Work required:
What lines in the records below include the word "Tranquility"? Return each one.

*** Records for processing ***

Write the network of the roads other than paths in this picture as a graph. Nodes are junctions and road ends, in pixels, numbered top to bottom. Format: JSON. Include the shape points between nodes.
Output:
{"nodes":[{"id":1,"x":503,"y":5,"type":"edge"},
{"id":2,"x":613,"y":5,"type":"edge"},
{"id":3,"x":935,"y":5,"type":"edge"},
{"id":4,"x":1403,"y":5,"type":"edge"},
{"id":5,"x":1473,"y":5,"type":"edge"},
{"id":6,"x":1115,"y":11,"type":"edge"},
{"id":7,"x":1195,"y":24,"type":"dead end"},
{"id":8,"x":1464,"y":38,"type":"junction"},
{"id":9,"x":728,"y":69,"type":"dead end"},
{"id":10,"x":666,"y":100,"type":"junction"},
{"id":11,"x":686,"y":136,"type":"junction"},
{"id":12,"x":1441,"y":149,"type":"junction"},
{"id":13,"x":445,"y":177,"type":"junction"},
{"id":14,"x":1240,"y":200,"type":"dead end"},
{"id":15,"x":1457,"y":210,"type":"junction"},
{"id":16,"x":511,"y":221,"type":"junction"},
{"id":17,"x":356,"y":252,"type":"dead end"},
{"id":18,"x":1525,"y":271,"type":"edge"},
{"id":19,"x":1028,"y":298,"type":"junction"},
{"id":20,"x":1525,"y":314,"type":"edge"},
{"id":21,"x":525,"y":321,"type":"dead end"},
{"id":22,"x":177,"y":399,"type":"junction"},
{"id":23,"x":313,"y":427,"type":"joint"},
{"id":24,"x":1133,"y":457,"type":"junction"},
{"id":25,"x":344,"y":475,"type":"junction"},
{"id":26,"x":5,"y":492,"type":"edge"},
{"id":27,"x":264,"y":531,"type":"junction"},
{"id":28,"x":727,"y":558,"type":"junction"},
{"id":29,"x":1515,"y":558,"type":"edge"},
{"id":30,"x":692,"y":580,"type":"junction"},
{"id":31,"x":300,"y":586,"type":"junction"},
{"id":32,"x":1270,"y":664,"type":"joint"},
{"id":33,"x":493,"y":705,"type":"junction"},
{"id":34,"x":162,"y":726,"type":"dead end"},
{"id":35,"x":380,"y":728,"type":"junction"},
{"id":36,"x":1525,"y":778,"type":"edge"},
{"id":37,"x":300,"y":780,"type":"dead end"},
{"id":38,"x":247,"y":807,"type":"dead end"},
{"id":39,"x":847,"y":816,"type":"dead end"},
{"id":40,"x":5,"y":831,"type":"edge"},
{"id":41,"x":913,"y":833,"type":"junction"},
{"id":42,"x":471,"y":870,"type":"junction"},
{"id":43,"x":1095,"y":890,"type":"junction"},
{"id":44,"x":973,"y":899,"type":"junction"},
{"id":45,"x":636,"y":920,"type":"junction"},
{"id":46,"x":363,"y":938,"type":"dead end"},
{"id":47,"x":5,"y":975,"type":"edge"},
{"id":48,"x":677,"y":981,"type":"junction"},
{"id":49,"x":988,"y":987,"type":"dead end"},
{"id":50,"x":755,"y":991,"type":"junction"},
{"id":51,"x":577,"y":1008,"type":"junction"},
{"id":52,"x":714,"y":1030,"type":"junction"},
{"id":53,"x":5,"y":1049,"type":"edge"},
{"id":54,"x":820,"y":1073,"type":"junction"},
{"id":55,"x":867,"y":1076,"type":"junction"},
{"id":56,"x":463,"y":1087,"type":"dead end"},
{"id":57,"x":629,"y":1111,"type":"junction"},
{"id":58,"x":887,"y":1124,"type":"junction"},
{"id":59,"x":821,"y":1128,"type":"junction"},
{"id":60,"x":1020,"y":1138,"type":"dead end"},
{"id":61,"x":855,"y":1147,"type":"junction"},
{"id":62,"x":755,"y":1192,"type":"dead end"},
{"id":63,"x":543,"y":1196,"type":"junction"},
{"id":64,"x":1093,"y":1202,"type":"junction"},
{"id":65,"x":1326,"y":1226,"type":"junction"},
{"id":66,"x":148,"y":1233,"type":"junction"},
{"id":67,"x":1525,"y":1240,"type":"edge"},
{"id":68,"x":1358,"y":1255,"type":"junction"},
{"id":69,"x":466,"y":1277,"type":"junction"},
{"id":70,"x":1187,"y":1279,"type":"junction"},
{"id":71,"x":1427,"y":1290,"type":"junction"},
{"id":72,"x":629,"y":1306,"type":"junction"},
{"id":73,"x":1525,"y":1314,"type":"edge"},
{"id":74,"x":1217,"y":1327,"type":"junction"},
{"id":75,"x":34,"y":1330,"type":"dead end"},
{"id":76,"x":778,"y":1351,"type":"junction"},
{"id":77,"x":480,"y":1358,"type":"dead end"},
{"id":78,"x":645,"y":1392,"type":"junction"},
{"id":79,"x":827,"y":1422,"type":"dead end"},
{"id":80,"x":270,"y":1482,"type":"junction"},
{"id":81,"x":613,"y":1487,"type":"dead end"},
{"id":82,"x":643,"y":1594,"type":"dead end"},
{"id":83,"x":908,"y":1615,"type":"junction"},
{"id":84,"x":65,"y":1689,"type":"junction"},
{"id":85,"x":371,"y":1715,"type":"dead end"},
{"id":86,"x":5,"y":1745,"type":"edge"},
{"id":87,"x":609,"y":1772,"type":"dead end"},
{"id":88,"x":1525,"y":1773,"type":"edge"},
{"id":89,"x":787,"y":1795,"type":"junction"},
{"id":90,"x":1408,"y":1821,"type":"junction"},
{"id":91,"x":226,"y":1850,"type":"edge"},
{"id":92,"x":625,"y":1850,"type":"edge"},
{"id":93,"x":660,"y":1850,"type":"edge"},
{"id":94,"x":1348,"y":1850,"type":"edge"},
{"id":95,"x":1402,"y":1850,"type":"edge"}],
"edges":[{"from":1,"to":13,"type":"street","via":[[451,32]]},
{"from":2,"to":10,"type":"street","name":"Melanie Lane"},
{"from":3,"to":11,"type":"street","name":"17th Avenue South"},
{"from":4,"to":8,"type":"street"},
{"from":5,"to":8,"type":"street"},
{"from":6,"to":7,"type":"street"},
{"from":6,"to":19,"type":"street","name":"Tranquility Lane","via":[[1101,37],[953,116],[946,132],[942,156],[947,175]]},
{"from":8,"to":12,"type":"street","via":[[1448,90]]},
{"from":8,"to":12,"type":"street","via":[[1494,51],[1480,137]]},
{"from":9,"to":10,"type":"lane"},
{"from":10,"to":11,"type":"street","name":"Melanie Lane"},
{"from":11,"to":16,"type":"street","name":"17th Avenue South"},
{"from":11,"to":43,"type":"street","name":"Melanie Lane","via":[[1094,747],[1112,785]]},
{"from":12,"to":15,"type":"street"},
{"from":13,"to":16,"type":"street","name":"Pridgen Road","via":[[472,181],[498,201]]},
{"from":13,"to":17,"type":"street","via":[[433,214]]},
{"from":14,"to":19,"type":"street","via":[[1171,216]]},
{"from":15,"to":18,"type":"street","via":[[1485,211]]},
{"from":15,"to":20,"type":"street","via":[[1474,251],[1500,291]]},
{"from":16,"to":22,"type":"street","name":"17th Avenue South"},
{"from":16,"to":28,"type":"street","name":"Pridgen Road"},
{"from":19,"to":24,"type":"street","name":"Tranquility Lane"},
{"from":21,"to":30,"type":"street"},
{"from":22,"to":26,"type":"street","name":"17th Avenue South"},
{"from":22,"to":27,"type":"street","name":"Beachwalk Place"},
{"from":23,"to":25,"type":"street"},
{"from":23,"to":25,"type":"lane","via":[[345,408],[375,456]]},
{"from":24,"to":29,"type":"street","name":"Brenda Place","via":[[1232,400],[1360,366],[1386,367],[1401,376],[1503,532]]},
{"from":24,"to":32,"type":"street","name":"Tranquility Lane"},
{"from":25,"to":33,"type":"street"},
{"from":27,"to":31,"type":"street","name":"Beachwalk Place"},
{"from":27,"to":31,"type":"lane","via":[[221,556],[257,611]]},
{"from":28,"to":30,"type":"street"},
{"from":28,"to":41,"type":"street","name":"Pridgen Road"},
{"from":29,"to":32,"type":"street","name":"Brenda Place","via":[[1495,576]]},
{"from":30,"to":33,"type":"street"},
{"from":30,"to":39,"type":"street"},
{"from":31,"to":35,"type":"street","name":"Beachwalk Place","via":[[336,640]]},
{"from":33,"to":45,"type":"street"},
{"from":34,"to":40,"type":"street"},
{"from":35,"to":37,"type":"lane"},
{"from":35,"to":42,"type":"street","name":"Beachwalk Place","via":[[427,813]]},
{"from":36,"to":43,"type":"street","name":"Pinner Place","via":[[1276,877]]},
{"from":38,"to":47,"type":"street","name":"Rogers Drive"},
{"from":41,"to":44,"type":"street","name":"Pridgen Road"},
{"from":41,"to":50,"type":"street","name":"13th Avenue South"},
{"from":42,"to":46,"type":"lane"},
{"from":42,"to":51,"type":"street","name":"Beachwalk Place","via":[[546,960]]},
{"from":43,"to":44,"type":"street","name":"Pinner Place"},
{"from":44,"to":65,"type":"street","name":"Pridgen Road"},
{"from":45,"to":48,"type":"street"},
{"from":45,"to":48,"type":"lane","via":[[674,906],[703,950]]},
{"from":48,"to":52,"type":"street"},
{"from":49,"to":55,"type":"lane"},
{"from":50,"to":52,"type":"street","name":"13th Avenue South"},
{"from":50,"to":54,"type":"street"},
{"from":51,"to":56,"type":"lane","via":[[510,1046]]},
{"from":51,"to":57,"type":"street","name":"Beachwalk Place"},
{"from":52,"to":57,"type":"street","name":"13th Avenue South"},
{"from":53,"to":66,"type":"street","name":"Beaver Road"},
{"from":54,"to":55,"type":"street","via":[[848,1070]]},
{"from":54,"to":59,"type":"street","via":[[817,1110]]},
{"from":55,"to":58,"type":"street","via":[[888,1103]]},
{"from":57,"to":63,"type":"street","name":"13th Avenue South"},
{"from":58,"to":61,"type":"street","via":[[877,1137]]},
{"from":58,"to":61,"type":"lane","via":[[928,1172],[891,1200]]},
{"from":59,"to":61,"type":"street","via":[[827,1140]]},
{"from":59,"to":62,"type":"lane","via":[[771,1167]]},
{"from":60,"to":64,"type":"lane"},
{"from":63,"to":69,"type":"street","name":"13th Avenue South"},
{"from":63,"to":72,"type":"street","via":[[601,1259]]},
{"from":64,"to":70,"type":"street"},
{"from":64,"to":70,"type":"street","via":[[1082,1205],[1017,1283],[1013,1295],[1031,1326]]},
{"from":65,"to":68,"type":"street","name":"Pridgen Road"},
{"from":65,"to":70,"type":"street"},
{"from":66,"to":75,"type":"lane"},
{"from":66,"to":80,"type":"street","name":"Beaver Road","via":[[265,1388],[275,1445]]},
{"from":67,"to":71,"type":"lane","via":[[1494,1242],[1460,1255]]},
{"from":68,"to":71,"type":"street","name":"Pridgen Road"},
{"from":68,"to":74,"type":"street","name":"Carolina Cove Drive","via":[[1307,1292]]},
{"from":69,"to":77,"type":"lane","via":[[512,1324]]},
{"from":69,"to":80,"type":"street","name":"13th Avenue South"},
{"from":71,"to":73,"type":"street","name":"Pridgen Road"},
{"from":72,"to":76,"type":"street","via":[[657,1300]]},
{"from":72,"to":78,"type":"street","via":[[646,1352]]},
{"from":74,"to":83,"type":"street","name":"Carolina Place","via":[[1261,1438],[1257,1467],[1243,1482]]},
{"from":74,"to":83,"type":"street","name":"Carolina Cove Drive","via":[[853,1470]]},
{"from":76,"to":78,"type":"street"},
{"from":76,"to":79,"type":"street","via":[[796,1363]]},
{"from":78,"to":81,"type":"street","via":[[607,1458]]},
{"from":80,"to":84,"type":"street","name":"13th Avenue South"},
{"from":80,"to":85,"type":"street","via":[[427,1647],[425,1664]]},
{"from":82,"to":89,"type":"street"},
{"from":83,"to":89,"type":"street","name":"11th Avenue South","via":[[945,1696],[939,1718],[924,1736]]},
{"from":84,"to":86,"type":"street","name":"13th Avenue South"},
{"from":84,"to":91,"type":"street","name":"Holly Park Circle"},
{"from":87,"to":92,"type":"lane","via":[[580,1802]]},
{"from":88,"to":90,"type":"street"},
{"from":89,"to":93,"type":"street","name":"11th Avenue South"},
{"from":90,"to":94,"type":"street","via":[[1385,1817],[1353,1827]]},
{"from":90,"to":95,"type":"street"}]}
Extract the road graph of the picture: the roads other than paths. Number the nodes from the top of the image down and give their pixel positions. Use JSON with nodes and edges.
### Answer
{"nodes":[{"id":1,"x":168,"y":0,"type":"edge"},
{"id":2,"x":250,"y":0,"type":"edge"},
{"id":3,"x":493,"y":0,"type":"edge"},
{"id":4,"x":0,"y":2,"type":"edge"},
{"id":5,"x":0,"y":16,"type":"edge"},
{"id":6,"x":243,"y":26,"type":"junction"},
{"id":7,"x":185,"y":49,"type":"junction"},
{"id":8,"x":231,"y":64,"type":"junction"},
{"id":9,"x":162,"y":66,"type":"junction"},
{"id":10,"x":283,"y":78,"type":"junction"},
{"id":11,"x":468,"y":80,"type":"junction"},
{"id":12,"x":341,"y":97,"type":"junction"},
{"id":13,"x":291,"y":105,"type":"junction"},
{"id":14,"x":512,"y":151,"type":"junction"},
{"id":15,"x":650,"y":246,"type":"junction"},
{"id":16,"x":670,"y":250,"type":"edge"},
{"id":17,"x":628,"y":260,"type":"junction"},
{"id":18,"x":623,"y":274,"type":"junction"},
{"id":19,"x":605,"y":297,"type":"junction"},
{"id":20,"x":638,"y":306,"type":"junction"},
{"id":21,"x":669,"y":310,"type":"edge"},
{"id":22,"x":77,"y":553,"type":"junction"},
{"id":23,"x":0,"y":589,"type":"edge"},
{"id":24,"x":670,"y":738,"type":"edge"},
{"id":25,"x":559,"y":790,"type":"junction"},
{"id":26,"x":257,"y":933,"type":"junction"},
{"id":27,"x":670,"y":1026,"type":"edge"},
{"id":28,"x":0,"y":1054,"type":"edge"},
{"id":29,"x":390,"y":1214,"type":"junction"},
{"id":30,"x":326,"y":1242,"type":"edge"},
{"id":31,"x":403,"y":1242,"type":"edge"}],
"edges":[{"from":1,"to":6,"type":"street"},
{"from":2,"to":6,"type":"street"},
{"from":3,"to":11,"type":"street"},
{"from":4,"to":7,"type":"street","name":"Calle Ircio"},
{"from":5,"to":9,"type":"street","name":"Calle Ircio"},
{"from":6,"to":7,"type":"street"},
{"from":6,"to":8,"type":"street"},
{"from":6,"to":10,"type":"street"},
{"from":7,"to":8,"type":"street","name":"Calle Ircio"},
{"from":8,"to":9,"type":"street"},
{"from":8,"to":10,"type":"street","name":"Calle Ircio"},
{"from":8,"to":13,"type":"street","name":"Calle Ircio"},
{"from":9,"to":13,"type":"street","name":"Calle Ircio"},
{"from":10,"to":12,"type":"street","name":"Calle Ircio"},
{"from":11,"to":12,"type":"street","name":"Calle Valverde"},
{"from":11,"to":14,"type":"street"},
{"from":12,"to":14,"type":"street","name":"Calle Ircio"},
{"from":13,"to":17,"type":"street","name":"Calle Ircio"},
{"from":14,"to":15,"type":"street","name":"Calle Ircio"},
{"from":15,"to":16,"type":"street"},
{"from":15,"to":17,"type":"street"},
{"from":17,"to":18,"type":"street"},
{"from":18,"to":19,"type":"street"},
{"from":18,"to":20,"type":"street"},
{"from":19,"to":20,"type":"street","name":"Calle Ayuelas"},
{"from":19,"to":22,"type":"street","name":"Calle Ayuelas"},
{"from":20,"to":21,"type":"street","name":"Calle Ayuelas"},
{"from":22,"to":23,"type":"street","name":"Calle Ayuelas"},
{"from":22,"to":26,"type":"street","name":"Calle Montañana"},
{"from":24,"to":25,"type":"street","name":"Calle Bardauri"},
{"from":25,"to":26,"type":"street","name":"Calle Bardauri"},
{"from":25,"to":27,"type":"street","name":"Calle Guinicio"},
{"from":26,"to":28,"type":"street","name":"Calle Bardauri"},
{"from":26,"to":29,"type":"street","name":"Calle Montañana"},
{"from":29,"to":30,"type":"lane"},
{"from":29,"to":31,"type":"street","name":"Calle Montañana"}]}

***

Completed task:
{"from":6,"to":19,"type":"street","name":"Tranquility Lane","via":[[1101,37],[953,116],[946,132],[942,156],[947,175]]},
{"from":19,"to":24,"type":"street","name":"Tranquility Lane"},
{"from":24,"to":32,"type":"street","name":"Tranquility Lane"},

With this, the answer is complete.